Hier c’était l’anniversaire de la fillette du fils de ma femme.
Elle a bouclé sa première année.
Cela m’a fait un peu de vie, une invitation.
Le fils de ma femme et sa compagne se comportent de façon classique avec nous, ils sont moins compliqués, moins difficiles que mes propres filles.
Je souffrirai toute ma vie de ce que j’ai découvert quand ma fille cadette est venue chez nous avec ses enfants : à savoir que je m’étais illusionné sur l’importance que j’avais gardé pour elle et sa soeur.
J’ai du mal à admettre que j’étais devenu un sujet de moqueries, d’hostilité, quelqu’un qu’on voulait écarter.

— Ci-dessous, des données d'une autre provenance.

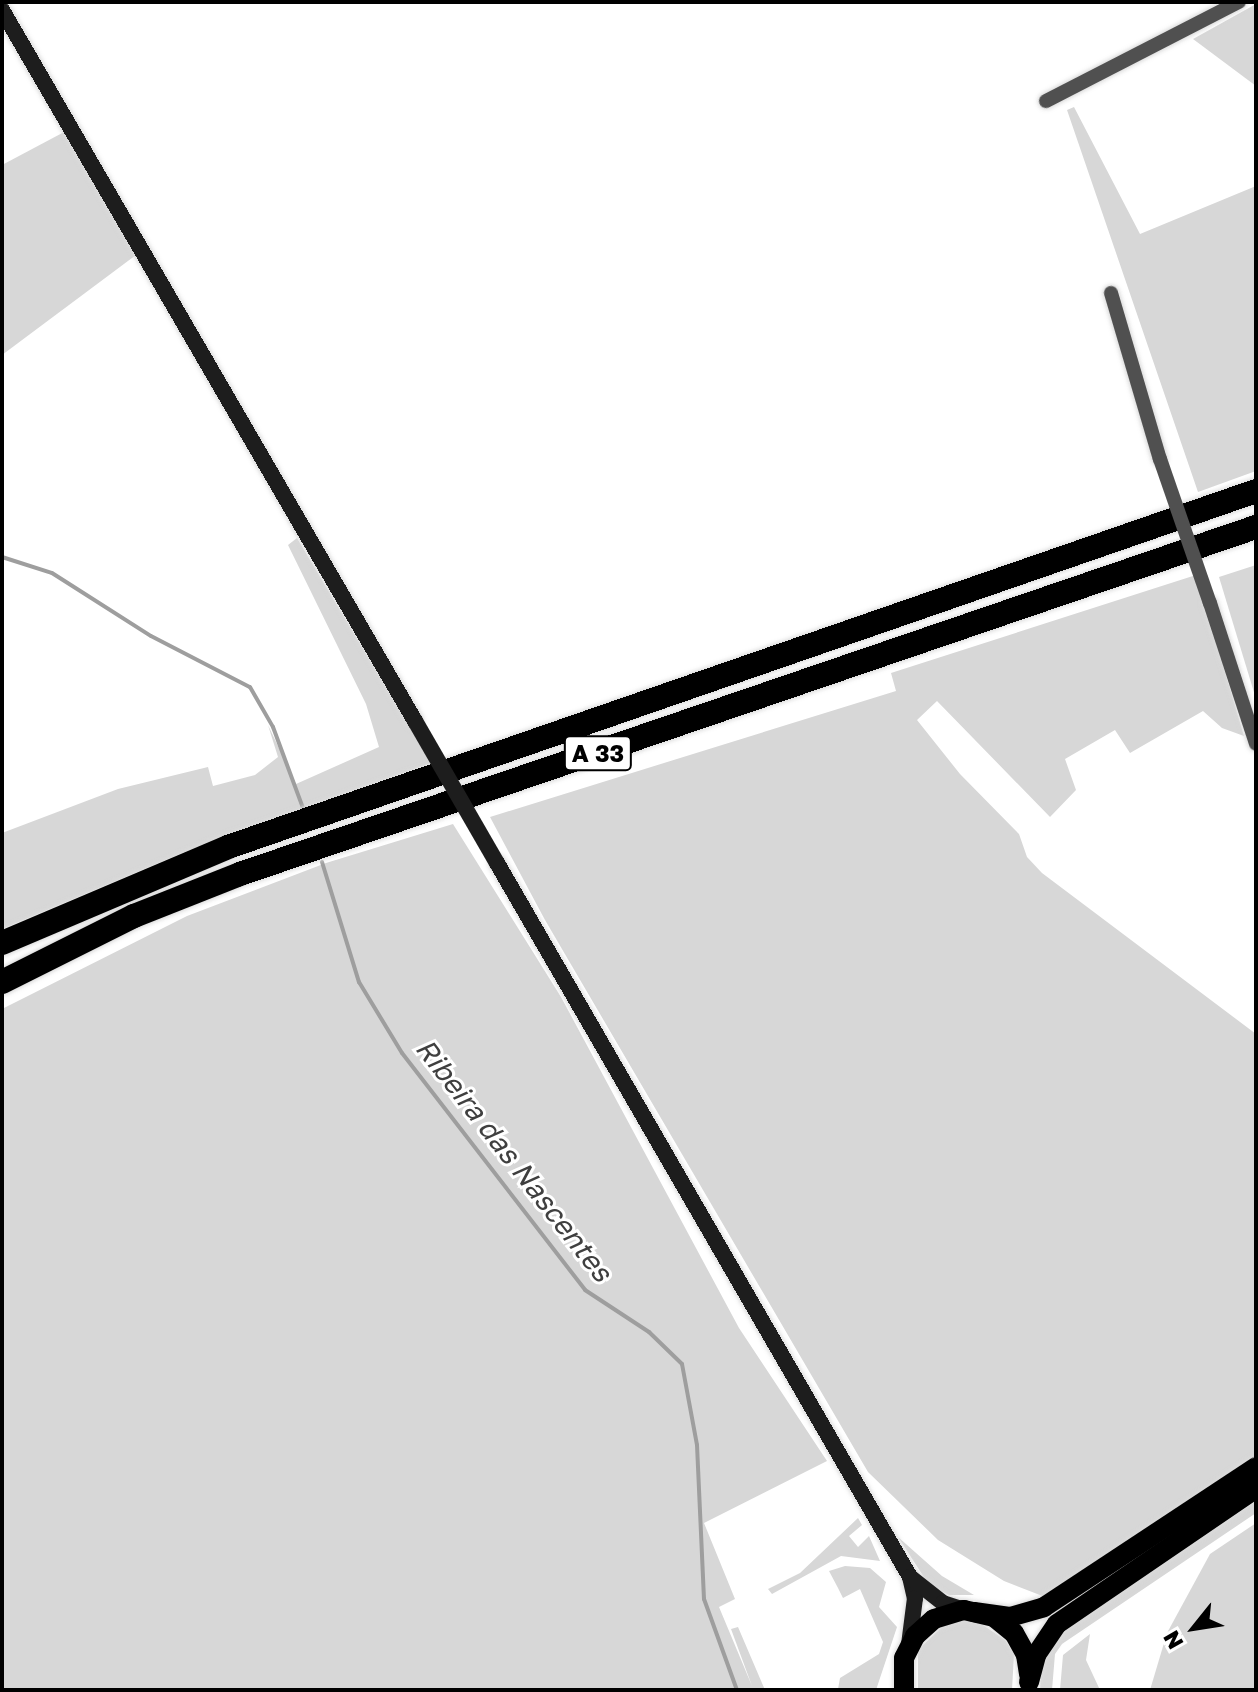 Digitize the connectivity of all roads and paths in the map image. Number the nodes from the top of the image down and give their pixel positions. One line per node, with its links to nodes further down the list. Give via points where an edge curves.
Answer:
1 (1239, 2): 3 (street)
2 (4, 6): 12 (main road, bridge)
3 (1046, 101)
4 (1111, 293): 7 (street, bridge, via 1160,459)
5 (1256, 491): 8 (highway, A 33, via 228,847)
6 (1256, 530): 9 (highway, A 33, via 240,874 134,916)
7 (1256, 744)
8 (2, 943)
9 (2, 982)
10 (1256, 1467): 13 (main road, via 1044,1607 1010,1617)
11 (1256, 1488): 16 (main road, via 1057,1624 1036,1655)
12 (910, 1577): 13 (main road, via 934,1598); 14 (main road, via 915,1598)
13 (969, 1611): 14 (main road, via 934,1619); 16 (main road, via 994,1617 1014,1633 1026,1655)
14 (909, 1646): 15 (main road)
15 (903, 1680): 17 (main road)
16 (1028, 1686)
17 (894, 1690)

Bon j’ai compris, cependant : je m’efface et n’écris plus de mails ni de sms, plus rien, je n’appelle plus au téléphone, car si c’est pour devenir l’idiot du village, le vieux con, c’est trop douloureux.
Aujourd’hui c’était un jour férié je me suis rendu pour lire un peu au Grand Jardin Magique, ma vie d’isolé se poursuit, le second volume d’ « Ingrid Absente « ressemble au premier.
La différence est que je m’efface, que je n’espère plus rien, que je n’attends plus rien, que je me cache comme l’animal blessé, ce qui a été mon cas.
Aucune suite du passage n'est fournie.